Writing in the New York Times, Frank and Carroll laid out several concerns with wellness programs, including limitations in empirical studies and the possibility that employers use these programs to shift costs to employees. That said, the 2019 Kaiser Family Foundation Employer Health Benefits Survey indicates that organizations continue to enact such programs due to their perceived benefits for employee health, morale, and productivity.

Wellness programs have created a $6 billion industry due to its reputation of reducing health care costs. In their 2013 Workplace Wellness Programs Study, RAND Corporation researchers concluded that while lifestyle-focused wellness programs can reduce risk factors and motivate healthy behavior, the reductions in healthcare costs are less than previously reported. However, most wellness studies that report the positive results of the wellness programs are not of high quality, indicate only short-term results, and do not justify causation. Moreover, these studies are sponsored by their own wellness industry, creating bias. Other studies find that the programs don't improve health outcomes or reduce health care costs.

In fact, a decrease of employers' health care costs has been simply passed on the employees. Based on the Affordable Care Act, employers are able to charge unhealthy employees up to 30 to 50 percent more of total premium costs. This has resulted in pushback from employees who have not met mandated health goals like quitting smoking or reducing body mass index (BMI).
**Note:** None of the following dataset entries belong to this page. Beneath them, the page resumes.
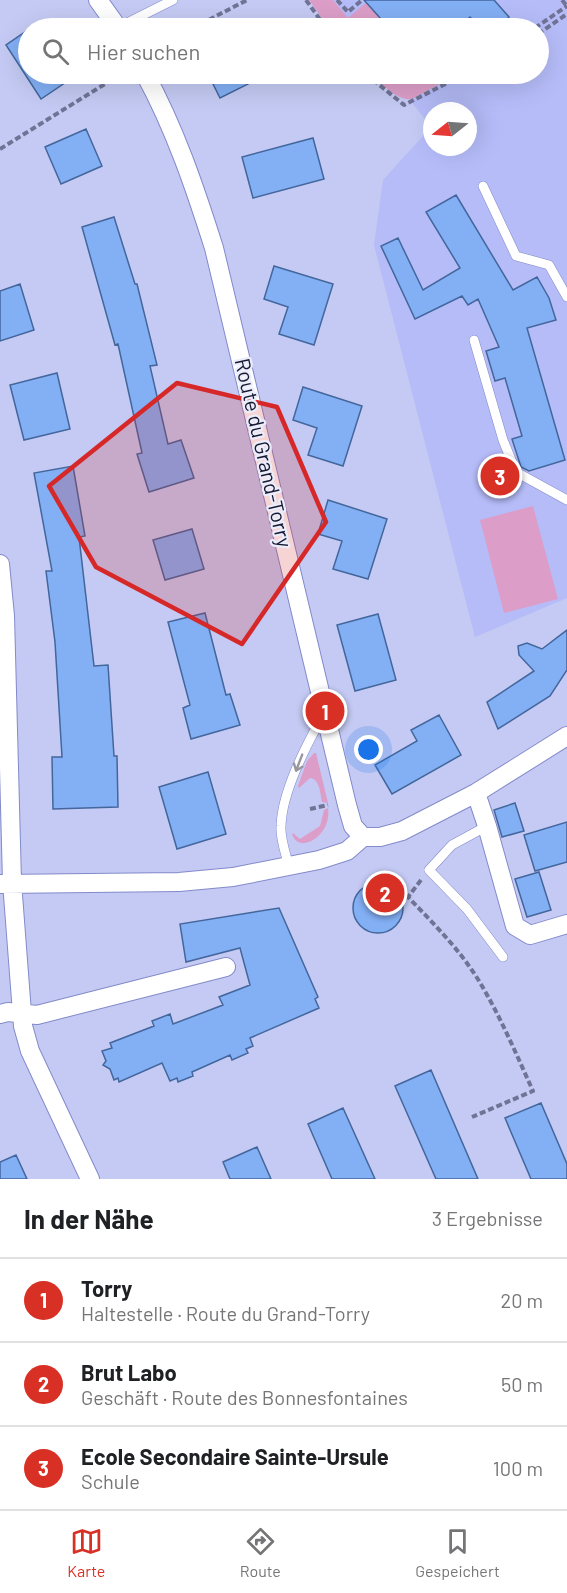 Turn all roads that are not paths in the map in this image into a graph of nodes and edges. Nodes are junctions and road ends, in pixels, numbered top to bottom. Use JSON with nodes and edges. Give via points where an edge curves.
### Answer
{"nodes":[{"id":1,"x":98,"y":0,"type":"edge"},
{"id":2,"x":173,"y":0,"type":"edge"},
{"id":3,"x":111,"y":18,"type":"edge"},
{"id":4,"x":138,"y":18,"type":"edge"},
{"id":5,"x":151,"y":84,"type":"edge"},
{"id":6,"x":483,"y":186,"type":"dead end"},
{"id":7,"x":567,"y":297,"type":"edge"},
{"id":8,"x":474,"y":340,"type":"dead end"},
{"id":9,"x":567,"y":500,"type":"edge"},
{"id":10,"x":0,"y":564,"type":"edge"},
{"id":11,"x":325,"y":711,"type":"junction"},
{"id":12,"x":567,"y":736,"type":"edge"},
{"id":13,"x":476,"y":793,"type":"junction"},
{"id":14,"x":487,"y":825,"type":"junction"},
{"id":15,"x":363,"y":837,"type":"junction"},
{"id":16,"x":289,"y":867,"type":"junction"},
{"id":17,"x":6,"y":883,"type":"edge"},
{"id":18,"x":567,"y":924,"type":"edge"},
{"id":19,"x":502,"y":957,"type":"dead end"},
{"id":20,"x":226,"y":967,"type":"dead end"},
{"id":21,"x":22,"y":1013,"type":"junction"},
{"id":22,"x":0,"y":1014,"type":"edge"},
{"id":23,"x":90,"y":1179,"type":"edge"}],
"edges":[{"from":1,"to":3,"type":"street"},
{"from":2,"to":4,"type":"lane"},
{"from":5,"to":11,"type":"street","name":"Route du Grand-Torry","via":[[189,171],[214,248]]},
{"from":6,"to":7,"type":"lane","via":[[516,256],[549,265]]},
{"from":8,"to":9,"type":"lane","via":[[516,472]]},
{"from":10,"to":17,"type":"street","via":[[5,616]]},
{"from":11,"to":15,"type":"street","name":"Route du Grand-Torry","via":[[353,826]]},
{"from":11,"to":16,"type":"lane","one_way":true,"via":[[307,744],[286,799],[280,827]]},
{"from":12,"to":13,"type":"street"},
{"from":13,"to":14,"type":"street"},
{"from":13,"to":15,"type":"street","via":[[402,831]]},
{"from":14,"to":18,"type":"street","via":[[515,926],[530,935]]},
{"from":14,"to":19,"type":"lane","via":[[452,845],[429,870],[467,909]]},
{"from":15,"to":16,"type":"street","via":[[347,851]]},
{"from":16,"to":17,"type":"street","via":[[178,882]]},
{"from":17,"to":21,"type":"street"},
{"from":20,"to":21,"type":"street","via":[[37,1015]]},
{"from":21,"to":22,"type":"street"},
{"from":21,"to":23,"type":"street","via":[[30,1051]]}]} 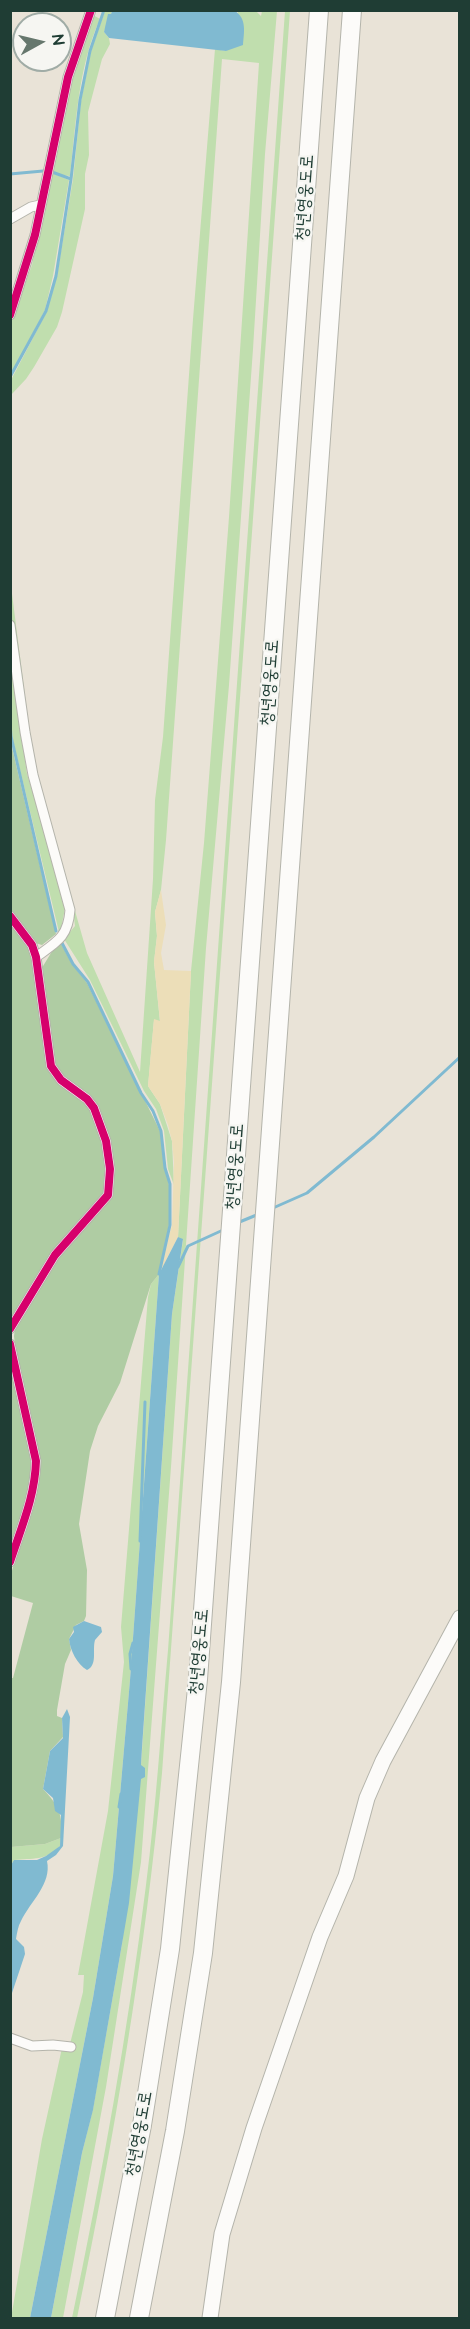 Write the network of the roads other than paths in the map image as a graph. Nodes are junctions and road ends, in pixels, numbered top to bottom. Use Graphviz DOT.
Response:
graph roads {
  1 [pos="91,10"];
  2 [pos="319,10"];
  3 [pos="352,10"];
  4 [pos="40,205"];
  5 [pos="10,219"];
  6 [pos="10,315"];
  7 [pos="10,625"];
  8 [pos="10,916"];
  9 [pos="36,957"];
  10 [pos="10,1329"];
  11 [pos="10,1344"];
  12 [pos="10,1562"];
  13 [pos="459,1618"];
  14 [pos="10,2038"];
  15 [pos="71,2047"];
  16 [pos="105,2319"];
  17 [pos="139,2319"];
  18 [pos="210,2319"];
  1 -- 4 [label="street"];
  2 -- 16 [label="highway, 청년영웅도로"];
  3 -- 17 [label="highway, 청년영웅도로"];
  4 -- 5 [label="street"];
  4 -- 6 [label="street"];
  7 -- 9 [label="street"];
  8 -- 9 [label="street"];
  9 -- 10 [label="street"];
  11 -- 12 [label="street"];
  13 -- 18 [label="main road"];
  14 -- 15 [label="street"];
} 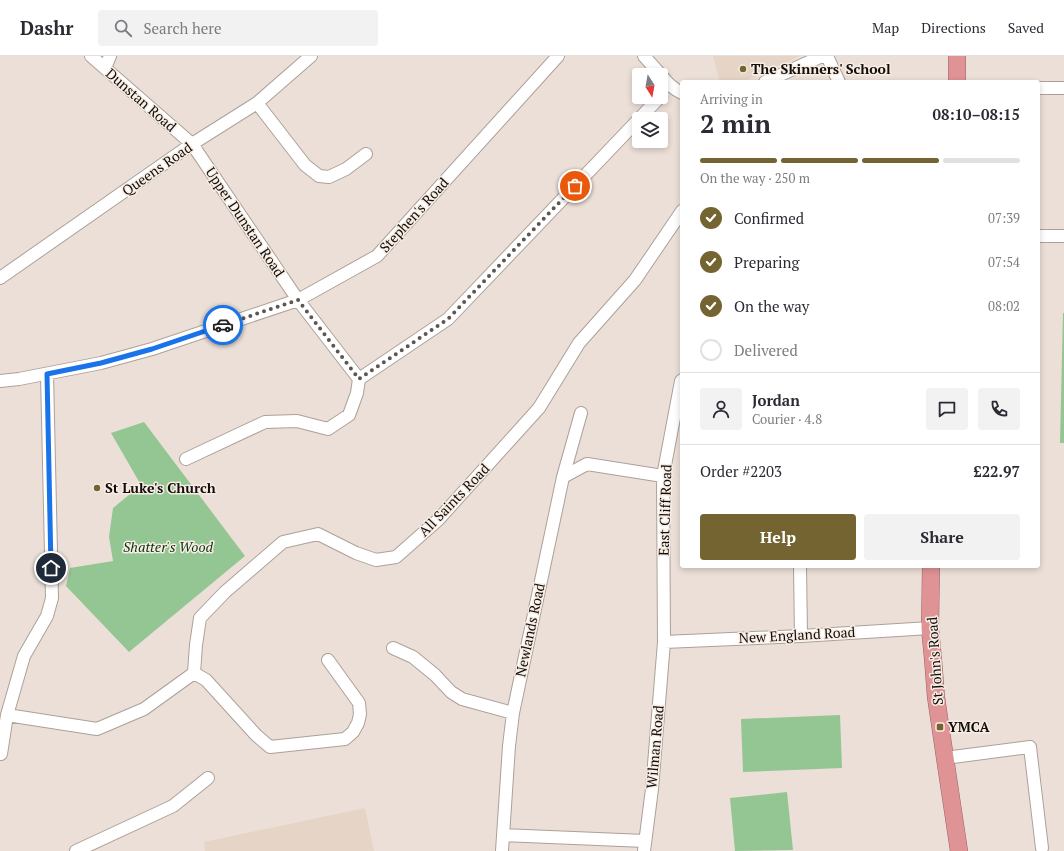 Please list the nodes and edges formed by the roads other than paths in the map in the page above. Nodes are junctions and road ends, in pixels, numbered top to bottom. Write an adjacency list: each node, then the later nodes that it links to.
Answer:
1 (91, 56): 9 (street, Dunstan Road)
2 (110, 56): 9 (street)
3 (311, 56): 19 (street, Queens Road)
4 (558, 56): 27 (street, Stephen's Road)
5 (644, 56): 10 (street)
6 (822, 56): 11 (street)
7 (827, 56): 12 (street)
8 (956, 56): 13 (highway)
9 (105, 68): 21 (street, Dunstan Road)
10 (655, 68)
11 (769, 80)
12 (837, 80)
13 (957, 80)
14 (668, 84): 15 (street)
15 (670, 86): 18 (street)
16 (1040, 88): 17 (street)
17 (1064, 88)
18 (680, 93)
19 (258, 103): 21 (street, Queens Road); 22 (street)
20 (652, 104): 29 (street)
21 (192, 144): 26 (street, Queens Road); 27 (street, Upper Dunstan Road)
22 (366, 154)
23 (680, 214): 43 (street, All Saints Road)
24 (1040, 236): 25 (street)
25 (1064, 236)
26 (0, 278)
27 (298, 300): 28 (street, Stephen's Road); 29 (street, Upper Dunstan Road)
28 (47, 374): 30 (street, Stephen's Road); 45 (street)
29 (359, 379): 33 (street)
30 (0, 381)
31 (680, 386): 34 (street, East Cliff Road)
32 (581, 413): 35 (street, Newlands Road)
33 (186, 459)
34 (663, 476): 35 (street); 40 (street, East Cliff Road)
35 (563, 477): 44 (street, Newlands Road)
36 (800, 568): 39 (street)
37 (931, 568): 38 (highway, St John's Road)
38 (930, 628): 39 (street, New England Road); 47 (highway, St John's Road)
39 (801, 636): 40 (street, New England Road)
40 (664, 642): 50 (street, Wilman Road)
41 (393, 648): 44 (street)
42 (328, 660): 43 (street)
43 (194, 673): 45 (street)
44 (513, 713): 49 (street, Newlands Road)
45 (7, 715): 46 (street)
46 (1, 754)
47 (945, 758): 51 (street); 54 (highway, St John's Road)
48 (208, 778): 52 (street)
49 (503, 835): 50 (street); 53 (street, Newlands Road)
50 (644, 846)
51 (1042, 848)
52 (76, 851)
53 (502, 851)
54 (959, 851)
On the other hand, research on the 2003 PepsiCo Healthy Living program suggests that the wellness plan helps reduce health care costs after the third year of implementing the disease management components of the program. But, the wellness program does not show evidence of lower costs due to the lifestyle changes in the short run.

This result is consistent with the one-year study with the 3,300 employees of the University of Illinois at Urbana-Champaign in 2016. The study indicates that participation in a wellness program does not result in healthier employees or reduced health care costs.

The research also shows that without an incentive, about 46.9 percent participated in the wellness program. Then, the change in monetary incentive from $0 to $100 increases participation by 12 percent, from 46.9 percent to 58.5 percent.  An additional incentive of $200 increases the participation from 58.5 to 62.5 percent.

This study shows that when the company increases participants by only 4.5 percent or reduce 4.5 percent of non-participants or high medical spending employees, it will compensate the total cost of the specific wellness program. This result is consistent with other studies that the wellness programs do not help lower health care costs, but only have passed on the costs to other employees. Regarding the employment and productivity, the participants believe that management places an importance on health, fitness, and safety. However, the study shows no significant difference on the happier feelings or more productive at work among the participants.

Workplace wellness programs have the potential to lead to healthier outcomes and decreased costs, but the economics are still unclear, and more research is required.

Affordable Care Act and effects on workplace wellness 
There are conversations surrounding the role of the Affordable Care Act and in general insurance on its effects on workplace wellness. Sixty percent of Americans obtain their insurance coverage solely in their respective workspaces.  However, larger companies are more inclined to offer employee health insurance and wellness programs than those in small businesses. It is critical for workplace wellness to have increase participation, provisions under insurance coverage for small employers to increase incentives expands participation for small businesses. The Affordable Care Act (ACA) includes the Prevention and Public Health Fund whereby provisions are created to address and expand community prevention, public health infrastructure and training, clinical prevention, and workforce wellness research in the large American working demographic.

The role of the ACA increases programs for worksite wellness is a strategy to tackle the growing rate of chronic diseases in the United States. In a study by the CDC, the implementation of worksite wellness incurs a three-time investment over a dollar spent and have been reported positively by companies such as Johnson & Johnson, Citibank, Duke University, Chevron etc.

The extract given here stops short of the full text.